#### YOUR OBJECTIVE:
Please give again, word for word, each line that falls between the line with "Trace all roads" and the end of the data, inclusive.

#### RECORDS TO PROCESS:
::::::::
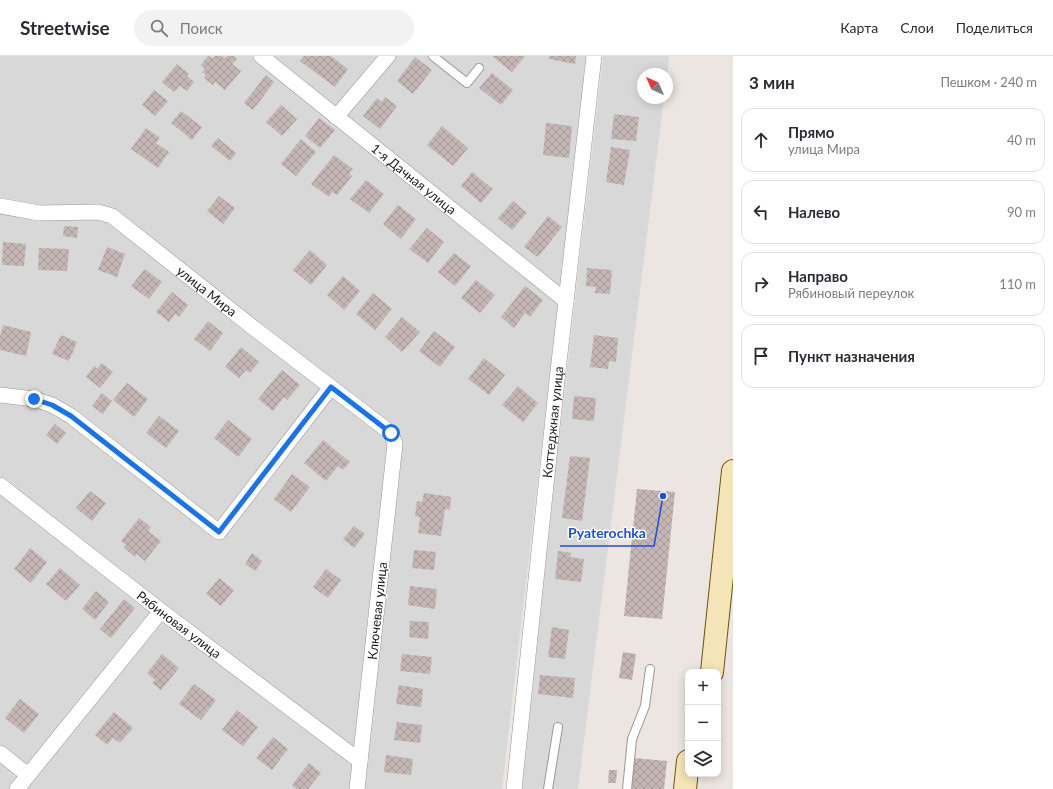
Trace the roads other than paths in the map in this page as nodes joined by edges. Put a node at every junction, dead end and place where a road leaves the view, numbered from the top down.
1 (261, 56) edge
2 (388, 56) edge
3 (433, 56) edge
4 (594, 56) edge
5 (479, 68) dead end
6 (336, 117) junction
7 (0, 206) edge
8 (566, 301) junction
9 (331, 387) junction
10 (0, 395) edge
11 (391, 433) joint
12 (733, 471) edge
13 (0, 485) edge
14 (161, 611) junction
15 (650, 669) dead end
16 (712, 669) edge
17 (558, 727) dead end
18 (0, 753) edge
19 (360, 761) junction
20 (28, 775) junction
21 (686, 777) edge
22 (701, 777) edge
23 (16, 789) edge
24 (357, 789) edge
25 (514, 789) edge
26 (548, 789) edge
27 (627, 789) edge
28 (685, 789) edge
29 (700, 789) edge

1 - 6 street, 1-я Дачная улица
2 - 6 street
3 - 5 lane
4 - 8 street, Коттеджная улица
6 - 8 street, 1-я Дачная улица
7 - 9 street, улица Мира
8 - 25 street, Коттеджная улица
9 - 10 street
9 - 11 street, улица Мира
11 - 19 street, Ключевая улица
12 - 16 main road
13 - 14 street, Рябиновая улица
14 - 19 street, Рябиновая улица
14 - 20 street
15 - 27 lane
17 - 26 lane
18 - 20 street
19 - 24 street, Ключевая улица
20 - 23 street
21 - 28 main road
22 - 29 main road

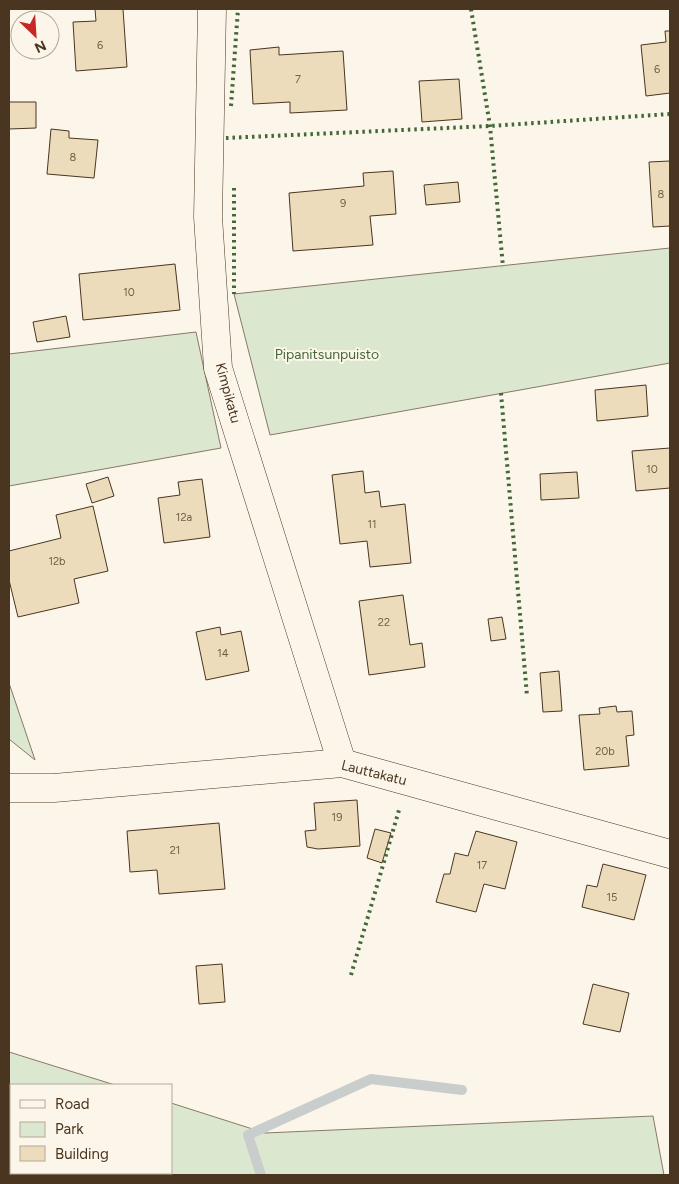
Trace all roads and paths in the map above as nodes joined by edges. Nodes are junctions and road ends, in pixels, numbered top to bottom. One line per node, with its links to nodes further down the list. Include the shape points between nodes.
1 (212, 9): 2 (street, Kimpikatu, via 208,217 218,368)
2 (342, 763): 3 (street, Lauttakatu, via 54,788); 4 (street, Lauttakatu)
3 (9, 788)
4 (670, 854)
::::::::
#### TASK OUTPUT:
Trace all roads and paths in the map above as nodes joined by edges. Nodes are junctions and road ends, in pixels, numbered top to bottom. One line per node, with its links to nodes further down the list. Include the shape points between nodes.
1 (212, 9): 2 (street, Kimpikatu, via 208,217 218,368)
2 (342, 763): 3 (street, Lauttakatu, via 54,788); 4 (street, Lauttakatu)
3 (9, 788)
4 (670, 854)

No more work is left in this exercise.